El pueblo esperaba a los alemanes. A algunos, la idea de ver por primera vez a sus vencedores les hacía sentir vergüenza y desesperación; a otros, angustia, y a la mayoría sólo una mezcla de miedo y curiosidad, como el anuncio de un espectáculo novedoso. Los funcionarios, los gendarmes y los empleados de correos habían recibido la orden de marcharse el día anterior. El alcalde se había quedado. Era un viejo campesino gotoso y tranquilo que no se inmutaba por nada. Si el pueblo hubiese estado sin jefe no le habría ido mucho peor. A mediodía, unos viajeros llegaron con la noticia del armisticio al bullicioso comedor donde Arlette Corail estaba acabando de desayunar. Las mujeres se echaron a llorar. Se decía que la situación era confusa, que en algunos sitios los soldados seguían resistiendo, que algunos civiles se habían unido a ellos. Los presentes coincidieron en censurarlo: todo estaba perdido, ya sólo quedaba ceder. Todo el mundo hablaba a la vez. El aire era irrespirable. Arlette apartó el plato y salió al pequeño jardín de la fonda. Había cogido cigarrillos, una tumbona y un libro. Tras abandonar París hacía una semana en un estado de pánico que rayaba en la locura y sortear innegables peligros, volvía a sentirse fría y tranquila. Además, estaba convencida de que saldría adelante siempre y en cualquier lugar, y de que poseía auténtico talento para rodearse del máximo de comodidad y bienestar en cualquier circunstancia. Esa flexibilidad, esa lucidez, esa indiferencia, eran cualidades que le habían sido de enorme utilidad en su carrera profesional y su vida sentimental, pero hasta entonces no había comprendido que también podían servirle en la vida cotidiana o en circunstancias excepcionales.
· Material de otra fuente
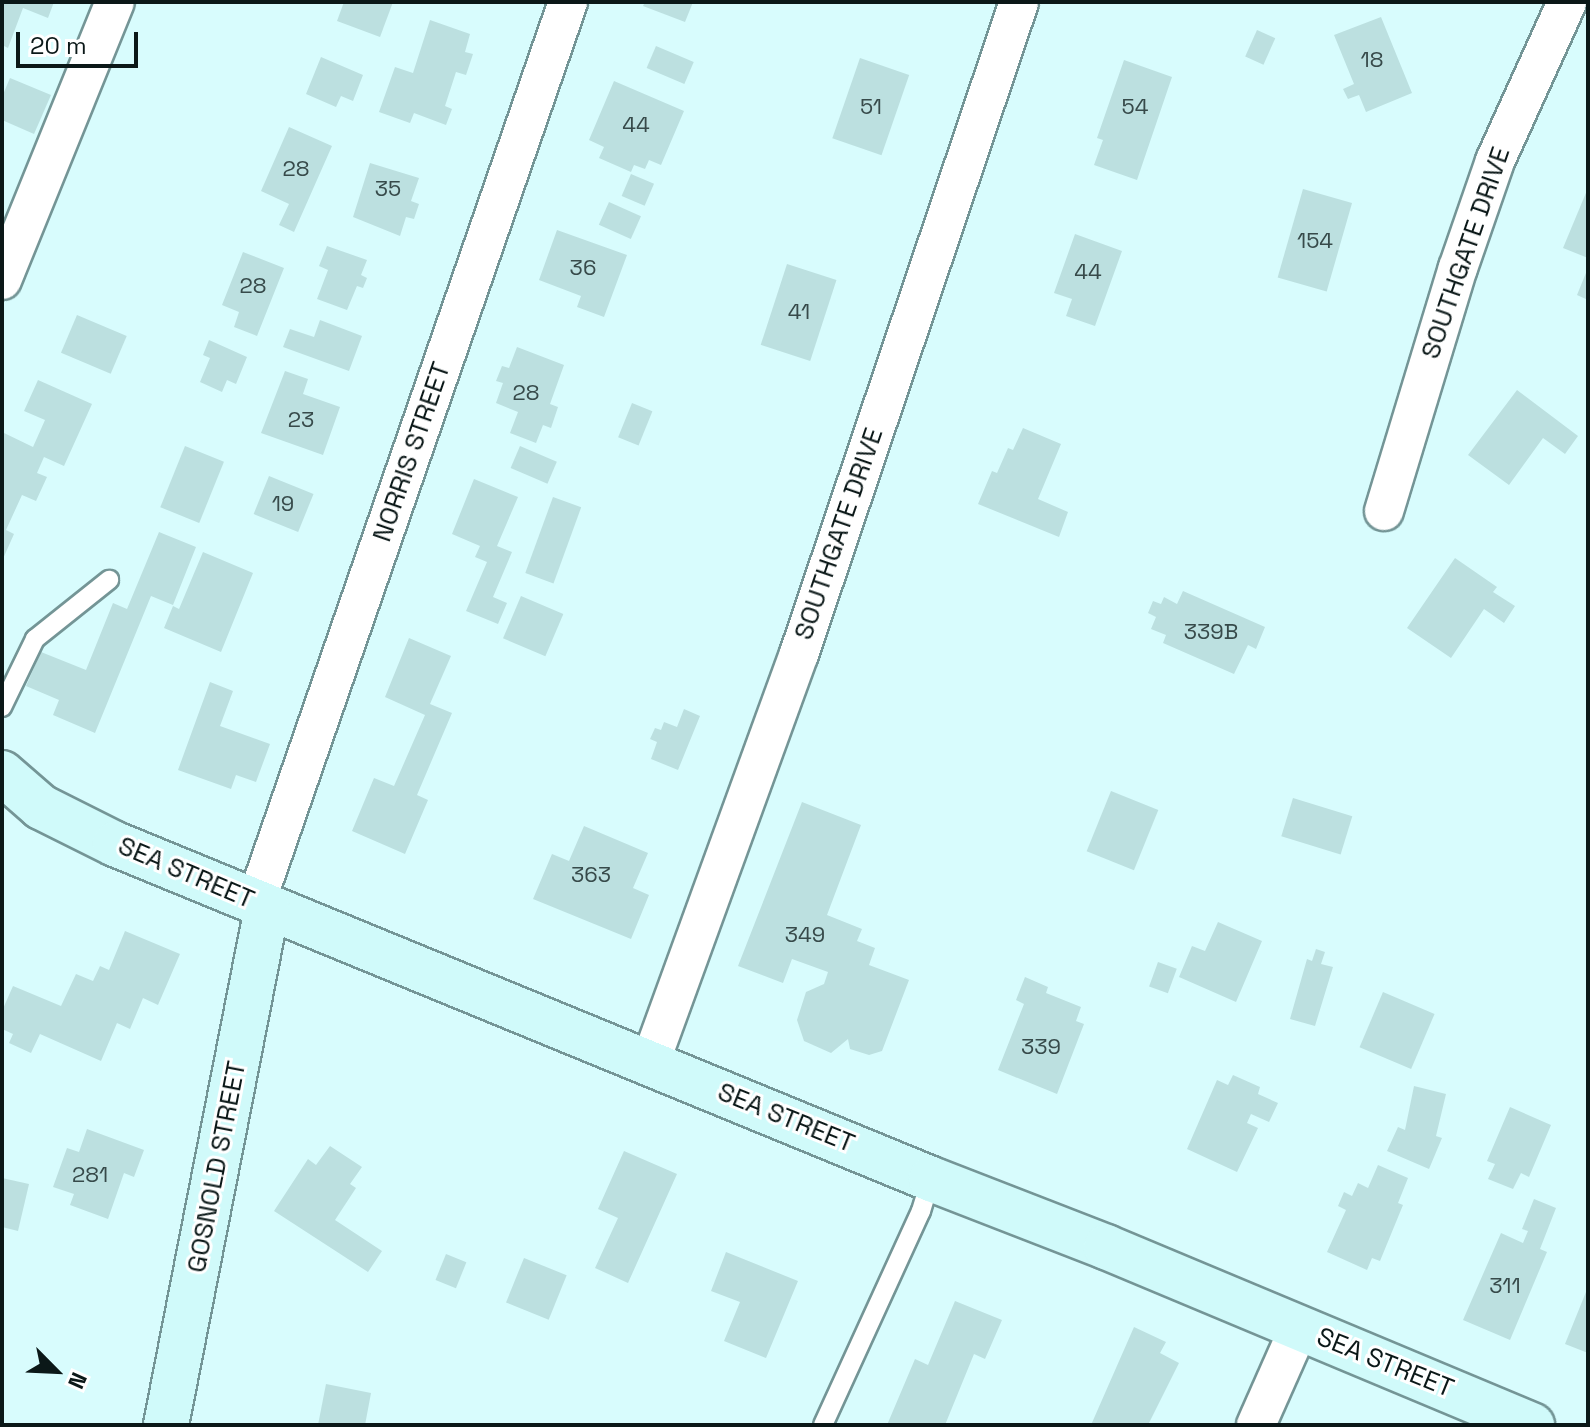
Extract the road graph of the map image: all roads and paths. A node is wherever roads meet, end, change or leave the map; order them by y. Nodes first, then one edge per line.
1 (115, 2) edge
2 (568, 2) edge
3 (1019, 2) edge
4 (1563, 3) edge
5 (2, 280) edge
6 (1384, 511) dead end
7 (109, 580) dead end
8 (2, 707) edge
9 (2, 773) edge
10 (262, 905) junction
11 (650, 1063) junction
12 (931, 1179) junction
13 (1299, 1328) junction
14 (166, 1425) edge
15 (823, 1425) edge
16 (1256, 1425) edge
17 (1532, 1425) edge

1 - 5 street
2 - 10 street, NORRIS STREET
3 - 11 street, SOUTHGATE DRIVE
4 - 6 street, SOUTHGATE DRIVE
7 - 8 lane
9 - 10 street, SEA STREET
10 - 11 street, SEA STREET
10 - 14 street, GOSNOLD STREET
11 - 12 street, SEA STREET
12 - 13 street, SEA STREET
12 - 15 lane
13 - 16 street
13 - 17 street, SEA STREET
Ahora, cuando pensaba que había implorado la protección de Corbin, sonreía de piedad. Habían llegado a Tours justo a tiempo para que los bombardearan; la maleta que contenía los efectos personales de Corbin y los documentos del banco había quedado sepultada bajo los escombros; ella, en cambio, había sobrevivido al desastre sin perder un solo pañuelo, un solo estuche de maquillaje, un solo par de zapatos. Había visto a Corbin muerto de miedo y se decía con malicia que le recordaría esos instantes a menudo. Aún le parecía estar viéndolo con la mandíbula caída, como los muertos; daban ganas de ponerle una barbillera para sujetársela. Penoso. Dejándolo en medio del caos y el espantoso tumulto de Tours, Arlette había cogido el coche, conseguido gasolina y desaparecido. Llevaba dos días en aquel pueblo, donde había comido y dormido a sus anchas, mientras una muchedumbre lamentable acampaba en los graneros y en la misma plaza. Incluso se había dado el lujo de mostrarse caritativa, cediéndole la habitación a aquel chico encantador, el joven Péricand… ¿Péricand? Una familia burguesa, chapada a la antigua, respetable, muy rica y con inmejorables relaciones en el mundo oficial, de los ministrables y los grandes industriales, gracias a su parentesco con los Maltête, esa gente de Lyon… Relaciones… La bailarina soltó un leve suspiro de irritación pensando en todo lo que de ahora en adelante habría que revisar a ese respecto y en todo el empeño que había puesto no hacía mucho en seducir a Gérard Salomon-Worms, el cuñado del conde de Furières. Conquista totalmente inútil, en la que había malgastado tiempo y energías.